> [Task prompt]: Reproduce the records below in their entirety, character for character.

> [Given data]:
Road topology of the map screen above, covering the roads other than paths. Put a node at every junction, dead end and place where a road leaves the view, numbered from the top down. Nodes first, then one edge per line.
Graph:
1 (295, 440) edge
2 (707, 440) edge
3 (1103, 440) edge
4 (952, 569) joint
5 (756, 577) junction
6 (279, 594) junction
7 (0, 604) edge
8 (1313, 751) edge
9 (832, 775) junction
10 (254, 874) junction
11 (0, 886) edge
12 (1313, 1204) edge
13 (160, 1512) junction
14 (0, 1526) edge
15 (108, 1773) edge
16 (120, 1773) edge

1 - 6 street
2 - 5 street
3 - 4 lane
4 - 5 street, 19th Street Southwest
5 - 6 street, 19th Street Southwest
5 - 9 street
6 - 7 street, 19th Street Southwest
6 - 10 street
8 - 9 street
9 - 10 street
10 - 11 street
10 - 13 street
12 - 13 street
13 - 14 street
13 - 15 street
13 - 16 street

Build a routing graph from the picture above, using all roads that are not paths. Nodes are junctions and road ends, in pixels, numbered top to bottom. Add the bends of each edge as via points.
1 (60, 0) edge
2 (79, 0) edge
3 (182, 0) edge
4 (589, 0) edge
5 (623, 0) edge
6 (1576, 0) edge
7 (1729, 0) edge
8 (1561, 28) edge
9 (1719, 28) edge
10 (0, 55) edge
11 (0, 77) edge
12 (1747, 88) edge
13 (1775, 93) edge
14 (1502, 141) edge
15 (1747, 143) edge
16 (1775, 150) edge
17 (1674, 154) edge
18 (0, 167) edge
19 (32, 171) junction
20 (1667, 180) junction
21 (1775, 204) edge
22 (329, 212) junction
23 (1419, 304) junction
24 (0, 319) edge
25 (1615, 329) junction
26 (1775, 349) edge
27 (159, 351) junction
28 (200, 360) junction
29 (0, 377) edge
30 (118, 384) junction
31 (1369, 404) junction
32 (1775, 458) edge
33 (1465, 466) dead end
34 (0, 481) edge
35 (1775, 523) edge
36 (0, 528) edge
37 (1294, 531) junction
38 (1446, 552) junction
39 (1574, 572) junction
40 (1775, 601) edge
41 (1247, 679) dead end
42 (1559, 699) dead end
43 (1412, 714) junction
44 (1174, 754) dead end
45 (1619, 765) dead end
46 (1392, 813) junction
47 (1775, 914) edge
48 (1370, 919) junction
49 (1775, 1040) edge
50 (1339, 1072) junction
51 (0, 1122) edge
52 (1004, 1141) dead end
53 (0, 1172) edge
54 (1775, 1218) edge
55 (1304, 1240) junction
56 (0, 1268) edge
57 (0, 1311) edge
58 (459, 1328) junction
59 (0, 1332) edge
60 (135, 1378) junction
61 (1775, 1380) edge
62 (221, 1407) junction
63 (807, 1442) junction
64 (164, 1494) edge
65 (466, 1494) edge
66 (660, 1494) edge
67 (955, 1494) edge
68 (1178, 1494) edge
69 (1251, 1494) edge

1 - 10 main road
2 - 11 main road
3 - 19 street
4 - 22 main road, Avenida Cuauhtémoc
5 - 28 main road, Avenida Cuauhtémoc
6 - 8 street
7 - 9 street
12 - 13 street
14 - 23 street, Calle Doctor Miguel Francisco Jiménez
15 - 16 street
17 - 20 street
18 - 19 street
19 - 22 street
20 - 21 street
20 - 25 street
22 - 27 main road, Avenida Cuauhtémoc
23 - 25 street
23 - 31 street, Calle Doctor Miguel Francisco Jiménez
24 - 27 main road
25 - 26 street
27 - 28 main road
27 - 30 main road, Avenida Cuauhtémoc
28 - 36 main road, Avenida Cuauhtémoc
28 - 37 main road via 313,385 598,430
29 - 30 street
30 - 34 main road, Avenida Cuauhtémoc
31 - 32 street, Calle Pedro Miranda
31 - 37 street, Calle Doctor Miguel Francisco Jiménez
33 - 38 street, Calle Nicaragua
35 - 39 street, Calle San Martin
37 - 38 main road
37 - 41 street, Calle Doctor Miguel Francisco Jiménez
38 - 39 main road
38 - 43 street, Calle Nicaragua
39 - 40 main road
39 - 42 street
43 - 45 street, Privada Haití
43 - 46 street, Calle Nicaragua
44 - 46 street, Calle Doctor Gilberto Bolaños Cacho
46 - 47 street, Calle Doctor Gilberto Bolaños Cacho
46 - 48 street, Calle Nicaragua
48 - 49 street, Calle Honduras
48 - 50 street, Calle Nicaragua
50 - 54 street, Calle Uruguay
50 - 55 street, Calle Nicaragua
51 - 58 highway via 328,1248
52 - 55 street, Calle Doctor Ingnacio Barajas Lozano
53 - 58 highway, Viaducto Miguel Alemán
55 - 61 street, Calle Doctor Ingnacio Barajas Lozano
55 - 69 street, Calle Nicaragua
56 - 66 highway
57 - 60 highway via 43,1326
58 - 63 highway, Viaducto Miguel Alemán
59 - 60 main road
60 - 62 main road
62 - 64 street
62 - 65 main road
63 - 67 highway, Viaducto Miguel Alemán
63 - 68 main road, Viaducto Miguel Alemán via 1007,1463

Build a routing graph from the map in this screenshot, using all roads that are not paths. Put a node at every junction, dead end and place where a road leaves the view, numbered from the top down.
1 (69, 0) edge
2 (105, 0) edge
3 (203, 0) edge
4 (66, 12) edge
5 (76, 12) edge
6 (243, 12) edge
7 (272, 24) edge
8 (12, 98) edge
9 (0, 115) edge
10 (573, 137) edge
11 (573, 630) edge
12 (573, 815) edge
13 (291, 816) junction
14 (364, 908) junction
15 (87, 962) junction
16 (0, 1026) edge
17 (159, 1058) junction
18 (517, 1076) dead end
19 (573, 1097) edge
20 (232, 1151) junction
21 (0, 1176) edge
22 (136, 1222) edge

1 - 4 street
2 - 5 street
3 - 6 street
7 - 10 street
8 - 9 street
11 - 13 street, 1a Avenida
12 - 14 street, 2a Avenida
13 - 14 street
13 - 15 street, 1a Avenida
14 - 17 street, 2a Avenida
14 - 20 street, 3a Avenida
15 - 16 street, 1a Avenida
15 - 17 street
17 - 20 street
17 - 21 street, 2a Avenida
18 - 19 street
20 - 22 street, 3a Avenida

> [Written response]:
Road topology of the map screen above, covering the roads other than paths. Put a node at every junction, dead end and place where a road leaves the view, numbered from the top down. Nodes first, then one edge per line.
Graph:
1 (295, 440) edge
2 (707, 440) edge
3 (1103, 440) edge
4 (952, 569) joint
5 (756, 577) junction
6 (279, 594) junction
7 (0, 604) edge
8 (1313, 751) edge
9 (832, 775) junction
10 (254, 874) junction
11 (0, 886) edge
12 (1313, 1204) edge
13 (160, 1512) junction
14 (0, 1526) edge
15 (108, 1773) edge
16 (120, 1773) edge

1 - 6 street
2 - 5 street
3 - 4 lane
4 - 5 street, 19th Street Southwest
5 - 6 street, 19th Street Southwest
5 - 9 street
6 - 7 street, 19th Street Southwest
6 - 10 street
8 - 9 street
9 - 10 street
10 - 11 street
10 - 13 street
12 - 13 street
13 - 14 street
13 - 15 street
13 - 16 street

Build a routing graph from the picture above, using all roads that are not paths. Nodes are junctions and road ends, in pixels, numbered top to bottom. Add the bends of each edge as via points.
1 (60, 0) edge
2 (79, 0) edge
3 (182, 0) edge
4 (589, 0) edge
5 (623, 0) edge
6 (1576, 0) edge
7 (1729, 0) edge
8 (1561, 28) edge
9 (1719, 28) edge
10 (0, 55) edge
11 (0, 77) edge
12 (1747, 88) edge
13 (1775, 93) edge
14 (1502, 141) edge
15 (1747, 143) edge
16 (1775, 150) edge
17 (1674, 154) edge
18 (0, 167) edge
19 (32, 171) junction
20 (1667, 180) junction
21 (1775, 204) edge
22 (329, 212) junction
23 (1419, 304) junction
24 (0, 319) edge
25 (1615, 329) junction
26 (1775, 349) edge
27 (159, 351) junction
28 (200, 360) junction
29 (0, 377) edge
30 (118, 384) junction
31 (1369, 404) junction
32 (1775, 458) edge
33 (1465, 466) dead end
34 (0, 481) edge
35 (1775, 523) edge
36 (0, 528) edge
37 (1294, 531) junction
38 (1446, 552) junction
39 (1574, 572) junction
40 (1775, 601) edge
41 (1247, 679) dead end
42 (1559, 699) dead end
43 (1412, 714) junction
44 (1174, 754) dead end
45 (1619, 765) dead end
46 (1392, 813) junction
47 (1775, 914) edge
48 (1370, 919) junction
49 (1775, 1040) edge
50 (1339, 1072) junction
51 (0, 1122) edge
52 (1004, 1141) dead end
53 (0, 1172) edge
54 (1775, 1218) edge
55 (1304, 1240) junction
56 (0, 1268) edge
57 (0, 1311) edge
58 (459, 1328) junction
59 (0, 1332) edge
60 (135, 1378) junction
61 (1775, 1380) edge
62 (221, 1407) junction
63 (807, 1442) junction
64 (164, 1494) edge
65 (466, 1494) edge
66 (660, 1494) edge
67 (955, 1494) edge
68 (1178, 1494) edge
69 (1251, 1494) edge

1 - 10 main road
2 - 11 main road
3 - 19 street
4 - 22 main road, Avenida Cuauhtémoc
5 - 28 main road, Avenida Cuauhtémoc
6 - 8 street
7 - 9 street
12 - 13 street
14 - 23 street, Calle Doctor Miguel Francisco Jiménez
15 - 16 street
17 - 20 street
18 - 19 street
19 - 22 street
20 - 21 street
20 - 25 street
22 - 27 main road, Avenida Cuauhtémoc
23 - 25 street
23 - 31 street, Calle Doctor Miguel Francisco Jiménez
24 - 27 main road
25 - 26 street
27 - 28 main road
27 - 30 main road, Avenida Cuauhtémoc
28 - 36 main road, Avenida Cuauhtémoc
28 - 37 main road via 313,385 598,430
29 - 30 street
30 - 34 main road, Avenida Cuauhtémoc
31 - 32 street, Calle Pedro Miranda
31 - 37 street, Calle Doctor Miguel Francisco Jiménez
33 - 38 street, Calle Nicaragua
35 - 39 street, Calle San Martin
37 - 38 main road
37 - 41 street, Calle Doctor Miguel Francisco Jiménez
38 - 39 main road
38 - 43 street, Calle Nicaragua
39 - 40 main road
39 - 42 street
43 - 45 street, Privada Haití
43 - 46 street, Calle Nicaragua
44 - 46 street, Calle Doctor Gilberto Bolaños Cacho
46 - 47 street, Calle Doctor Gilberto Bolaños Cacho
46 - 48 street, Calle Nicaragua
48 - 49 street, Calle Honduras
48 - 50 street, Calle Nicaragua
50 - 54 street, Calle Uruguay
50 - 55 street, Calle Nicaragua
51 - 58 highway via 328,1248
52 - 55 street, Calle Doctor Ingnacio Barajas Lozano
53 - 58 highway, Viaducto Miguel Alemán
55 - 61 street, Calle Doctor Ingnacio Barajas Lozano
55 - 69 street, Calle Nicaragua
56 - 66 highway
57 - 60 highway via 43,1326
58 - 63 highway, Viaducto Miguel Alemán
59 - 60 main road
60 - 62 main road
62 - 64 street
62 - 65 main road
63 - 67 highway, Viaducto Miguel Alemán
63 - 68 main road, Viaducto Miguel Alemán via 1007,1463

Build a routing graph from the map in this screenshot, using all roads that are not paths. Put a node at every junction, dead end and place where a road leaves the view, numbered from the top down.
1 (69, 0) edge
2 (105, 0) edge
3 (203, 0) edge
4 (66, 12) edge
5 (76, 12) edge
6 (243, 12) edge
7 (272, 24) edge
8 (12, 98) edge
9 (0, 115) edge
10 (573, 137) edge
11 (573, 630) edge
12 (573, 815) edge
13 (291, 816) junction
14 (364, 908) junction
15 (87, 962) junction
16 (0, 1026) edge
17 (159, 1058) junction
18 (517, 1076) dead end
19 (573, 1097) edge
20 (232, 1151) junction
21 (0, 1176) edge
22 (136, 1222) edge

1 - 4 street
2 - 5 street
3 - 6 street
7 - 10 street
8 - 9 street
11 - 13 street, 1a Avenida
12 - 14 street, 2a Avenida
13 - 14 street
13 - 15 street, 1a Avenida
14 - 17 street, 2a Avenida
14 - 20 street, 3a Avenida
15 - 16 street, 1a Avenida
15 - 17 street
17 - 20 street
17 - 21 street, 2a Avenida
18 - 19 street
20 - 22 street, 3a Avenida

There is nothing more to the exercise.